Most of us have our day jobs, whether we're programmers, designers, or salespeople. We can’t possibly dedicate all our time to researching stocks. What’s the earnings report for this company today? What news broke for that one tomorrow? Who became the new CEO?... This information is overwhelming.

An index fund, however, is like a "value meal combo." It packages a group of the market's most representative companies (e.g., China's CSI 300 Index includes the 300 largest and most liquid companies in the A-share market).

You're not just buying one company’s future; you're buying the future of the entire country's or a sector's macroeconomy. As long as you believe the national economy will grow in the long run, the value of this "meal combo" will rise with the tide over time. You don't need to guess which company will be the next Tencent or Apple.

2. Extremely Diversified, Avoiding Landmines

As the saying goes, "Don't put all your eggs in one basket."

If you invest all your money in a single stock, and that company mismanages itself or faces a scandal like Luckin Coffee, your assets could halve or vanish overnight. This is "stepping on a landmine."

An index fund disperses your eggs into hundreds of different baskets. For example, buying a CSI 300 index fund means you simultaneously hold shares in companies like Kweichow Moutai, CATL, China Merchants Bank, and nearly 300 others. Even if one or two companies run into trouble and their stock prices plummet, the impact on your overall portfolio is minimal. The downfall of one company won't make you lose everything.

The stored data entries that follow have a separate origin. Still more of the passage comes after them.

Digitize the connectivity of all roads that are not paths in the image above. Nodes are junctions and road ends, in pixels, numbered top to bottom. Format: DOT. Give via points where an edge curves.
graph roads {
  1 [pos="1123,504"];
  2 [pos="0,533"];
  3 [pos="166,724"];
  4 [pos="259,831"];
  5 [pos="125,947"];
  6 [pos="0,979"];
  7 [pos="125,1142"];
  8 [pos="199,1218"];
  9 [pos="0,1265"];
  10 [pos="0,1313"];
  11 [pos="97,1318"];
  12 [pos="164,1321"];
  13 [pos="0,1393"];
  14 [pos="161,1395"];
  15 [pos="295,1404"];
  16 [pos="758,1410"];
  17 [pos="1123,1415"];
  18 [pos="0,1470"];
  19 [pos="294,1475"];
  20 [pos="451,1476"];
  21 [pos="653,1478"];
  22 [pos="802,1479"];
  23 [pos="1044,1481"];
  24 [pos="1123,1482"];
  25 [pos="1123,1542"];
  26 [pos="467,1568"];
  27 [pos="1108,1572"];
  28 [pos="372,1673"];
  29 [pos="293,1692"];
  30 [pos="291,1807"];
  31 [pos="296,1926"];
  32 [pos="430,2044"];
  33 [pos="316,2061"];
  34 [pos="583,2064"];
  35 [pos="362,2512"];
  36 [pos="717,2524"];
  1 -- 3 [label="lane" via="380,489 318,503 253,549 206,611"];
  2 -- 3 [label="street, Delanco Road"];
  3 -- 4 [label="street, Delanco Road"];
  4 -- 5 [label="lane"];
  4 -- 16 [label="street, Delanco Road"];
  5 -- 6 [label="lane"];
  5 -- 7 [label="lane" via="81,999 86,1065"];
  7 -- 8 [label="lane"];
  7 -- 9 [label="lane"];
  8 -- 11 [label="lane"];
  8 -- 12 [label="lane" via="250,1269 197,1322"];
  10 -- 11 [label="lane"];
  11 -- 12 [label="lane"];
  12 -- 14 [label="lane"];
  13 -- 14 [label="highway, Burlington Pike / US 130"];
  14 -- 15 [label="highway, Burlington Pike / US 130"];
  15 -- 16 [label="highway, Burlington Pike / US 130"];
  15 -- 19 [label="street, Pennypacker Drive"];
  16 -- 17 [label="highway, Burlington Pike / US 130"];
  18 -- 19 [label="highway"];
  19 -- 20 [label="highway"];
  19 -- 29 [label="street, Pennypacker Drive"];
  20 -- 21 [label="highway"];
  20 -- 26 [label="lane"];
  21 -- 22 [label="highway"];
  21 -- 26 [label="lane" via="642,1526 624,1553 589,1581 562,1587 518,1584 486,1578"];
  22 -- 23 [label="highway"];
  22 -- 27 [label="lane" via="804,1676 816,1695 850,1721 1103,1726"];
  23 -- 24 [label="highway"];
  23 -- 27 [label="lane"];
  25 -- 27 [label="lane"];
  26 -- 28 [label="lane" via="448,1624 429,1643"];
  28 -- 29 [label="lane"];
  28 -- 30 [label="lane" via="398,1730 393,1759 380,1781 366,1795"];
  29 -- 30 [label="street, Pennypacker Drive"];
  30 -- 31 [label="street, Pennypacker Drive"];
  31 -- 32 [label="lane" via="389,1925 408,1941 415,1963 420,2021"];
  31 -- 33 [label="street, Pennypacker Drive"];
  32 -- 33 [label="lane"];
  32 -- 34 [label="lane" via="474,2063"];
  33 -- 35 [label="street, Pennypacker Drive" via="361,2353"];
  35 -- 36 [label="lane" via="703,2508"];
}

3. Extremely Low Fees, Avoid Profits Taken by Middlemen

This is crucial but easily overlooked.

Many actively managed funds (the kind where a fund manager picks stocks for you) charge high management fees. They need to support a large research team and pay hefty bonuses to the managers. These fees are like termites, eating away at your returns year after year.

Index funds, however, are "passive." They don't require a clever fund manager to make subjective judgments. Their task is singular: mimic the index's composition and weighting precisely. Most of this work can be done by computers, hence the management costs are very low.

Over the long term, a mere 1% difference in annual fees, thanks to compounding effects, can result in a significantly smaller final return decades from now.

4. Solid Long-Term Returns, Beating Most "Experts"

This is perhaps the most counter-intuitive yet most truthful point: The vast majority of professional fund managers who claim to "beat the market" fail to outperform the market average (i.e., the index itself) over the long term (10+ years).

Warren Buffett famously made a ten-year bet: He wagered that no group of five hedge funds selected by investment experts could beat the return of a simple S&P 500 index fund over ten years. He won that bet handily.

Why even attempt such a difficult challenge when even the experts struggle? By choosing index funds, you effortlessly capture the market's average return, which already puts you ahead of more than 80% of market participants.


To Summarize

So, the core idea behind why Naval Ravikant (and gurus like Buffett) say this is:

Acknowledge our limitations as ordinary people and then participate in economic growth in the smartest, most "lazy" way possible.

This isn't a passive way of investing; it's actually very wise. It steers you away from unrealistic fantasies of "getting rich overnight" and towards a path of long-term, stable, and reliable wealth accumulation. It's like the "autopilot mode" of the investing world. You don't need to be a top race car driver; just set your destination (long-term holding) and let the system take you there steadily.